━━━━━ DATASET ENTRIES

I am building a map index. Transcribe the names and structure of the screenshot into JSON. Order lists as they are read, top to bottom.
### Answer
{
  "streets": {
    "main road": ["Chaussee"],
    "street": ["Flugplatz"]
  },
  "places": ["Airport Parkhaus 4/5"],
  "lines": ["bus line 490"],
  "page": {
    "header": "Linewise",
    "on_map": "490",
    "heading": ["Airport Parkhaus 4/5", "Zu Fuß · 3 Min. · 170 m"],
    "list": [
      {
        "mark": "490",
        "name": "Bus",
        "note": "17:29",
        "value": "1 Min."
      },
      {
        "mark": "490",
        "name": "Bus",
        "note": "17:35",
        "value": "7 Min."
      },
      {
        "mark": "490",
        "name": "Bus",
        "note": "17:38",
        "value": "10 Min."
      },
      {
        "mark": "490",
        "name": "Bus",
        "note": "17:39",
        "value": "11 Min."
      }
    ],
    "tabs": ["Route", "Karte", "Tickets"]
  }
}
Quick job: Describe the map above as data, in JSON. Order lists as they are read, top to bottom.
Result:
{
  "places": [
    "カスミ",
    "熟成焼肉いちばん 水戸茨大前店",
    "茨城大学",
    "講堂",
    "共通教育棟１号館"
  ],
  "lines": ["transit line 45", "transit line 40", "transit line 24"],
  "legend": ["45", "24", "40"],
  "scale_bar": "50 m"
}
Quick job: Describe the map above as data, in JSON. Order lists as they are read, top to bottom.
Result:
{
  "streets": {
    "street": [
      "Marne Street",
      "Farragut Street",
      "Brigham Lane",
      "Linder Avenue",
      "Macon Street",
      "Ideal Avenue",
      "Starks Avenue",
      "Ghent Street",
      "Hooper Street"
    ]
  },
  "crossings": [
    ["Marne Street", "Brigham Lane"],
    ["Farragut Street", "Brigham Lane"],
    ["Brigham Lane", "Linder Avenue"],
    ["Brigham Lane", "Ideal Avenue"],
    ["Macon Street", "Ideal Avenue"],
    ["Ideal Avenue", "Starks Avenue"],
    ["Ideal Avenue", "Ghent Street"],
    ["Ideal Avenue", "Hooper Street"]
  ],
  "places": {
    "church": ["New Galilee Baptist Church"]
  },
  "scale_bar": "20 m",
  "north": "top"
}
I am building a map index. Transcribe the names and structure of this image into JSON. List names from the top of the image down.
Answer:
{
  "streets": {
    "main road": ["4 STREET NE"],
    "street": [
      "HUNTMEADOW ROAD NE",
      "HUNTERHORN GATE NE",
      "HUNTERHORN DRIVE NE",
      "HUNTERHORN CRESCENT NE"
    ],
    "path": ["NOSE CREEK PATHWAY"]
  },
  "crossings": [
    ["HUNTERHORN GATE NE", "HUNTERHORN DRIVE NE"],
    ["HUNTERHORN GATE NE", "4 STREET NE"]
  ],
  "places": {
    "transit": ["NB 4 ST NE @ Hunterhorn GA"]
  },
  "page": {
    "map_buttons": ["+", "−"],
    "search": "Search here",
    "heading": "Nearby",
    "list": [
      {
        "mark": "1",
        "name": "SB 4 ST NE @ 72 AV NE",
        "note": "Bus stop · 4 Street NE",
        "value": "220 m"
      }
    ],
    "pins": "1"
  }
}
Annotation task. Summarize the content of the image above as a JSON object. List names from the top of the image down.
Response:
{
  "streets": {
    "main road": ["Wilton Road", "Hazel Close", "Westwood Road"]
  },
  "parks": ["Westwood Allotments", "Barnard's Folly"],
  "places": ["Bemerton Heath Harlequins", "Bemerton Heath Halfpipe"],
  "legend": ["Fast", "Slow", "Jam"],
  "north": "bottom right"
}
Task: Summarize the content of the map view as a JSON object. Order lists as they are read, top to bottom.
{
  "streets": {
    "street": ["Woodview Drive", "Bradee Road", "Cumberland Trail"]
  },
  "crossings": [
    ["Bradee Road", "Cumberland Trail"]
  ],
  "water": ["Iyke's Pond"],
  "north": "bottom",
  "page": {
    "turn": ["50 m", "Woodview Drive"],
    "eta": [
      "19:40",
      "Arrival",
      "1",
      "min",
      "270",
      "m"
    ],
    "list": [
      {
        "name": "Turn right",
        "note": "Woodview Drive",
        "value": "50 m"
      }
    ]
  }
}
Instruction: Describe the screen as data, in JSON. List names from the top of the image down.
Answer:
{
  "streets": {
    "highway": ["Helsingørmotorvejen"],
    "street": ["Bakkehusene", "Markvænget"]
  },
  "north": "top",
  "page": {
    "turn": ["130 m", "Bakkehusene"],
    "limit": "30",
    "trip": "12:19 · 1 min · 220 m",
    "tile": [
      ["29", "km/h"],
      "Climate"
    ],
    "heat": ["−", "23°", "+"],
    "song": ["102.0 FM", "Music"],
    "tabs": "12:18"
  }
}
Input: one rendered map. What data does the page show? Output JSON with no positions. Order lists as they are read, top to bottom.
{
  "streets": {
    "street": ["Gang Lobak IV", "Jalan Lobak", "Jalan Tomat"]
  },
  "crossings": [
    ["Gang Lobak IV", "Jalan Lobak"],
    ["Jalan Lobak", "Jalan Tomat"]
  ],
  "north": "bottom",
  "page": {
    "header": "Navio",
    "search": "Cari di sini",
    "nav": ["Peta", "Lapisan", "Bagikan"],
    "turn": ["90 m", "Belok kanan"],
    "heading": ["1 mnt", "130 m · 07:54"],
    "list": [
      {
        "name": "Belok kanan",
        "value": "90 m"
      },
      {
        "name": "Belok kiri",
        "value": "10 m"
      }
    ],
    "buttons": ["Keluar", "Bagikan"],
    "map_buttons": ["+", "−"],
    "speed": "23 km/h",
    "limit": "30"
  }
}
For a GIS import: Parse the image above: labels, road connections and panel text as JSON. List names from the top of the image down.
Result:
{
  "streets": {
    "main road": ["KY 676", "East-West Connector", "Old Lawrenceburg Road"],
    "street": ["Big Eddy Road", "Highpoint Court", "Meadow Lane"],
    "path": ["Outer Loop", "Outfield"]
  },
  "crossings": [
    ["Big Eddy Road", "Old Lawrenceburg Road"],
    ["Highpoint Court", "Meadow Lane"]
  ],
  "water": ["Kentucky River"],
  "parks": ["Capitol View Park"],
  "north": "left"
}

━━━━━━━━━━

EXERCISE - Reproduce each line of the records in which the string "above" appears.

ANSWER SPACE -
Quick job: Describe the map above as data, in JSON. Order lists as they are read, top to bottom.
Quick job: Describe the map above as data, in JSON. Order lists as they are read, top to bottom.
Annotation task. Summarize the content of the image above as a JSON object. List names from the top of the image down.
For a GIS import: Parse the image above: labels, road connections and panel text as JSON. List names from the top of the image down.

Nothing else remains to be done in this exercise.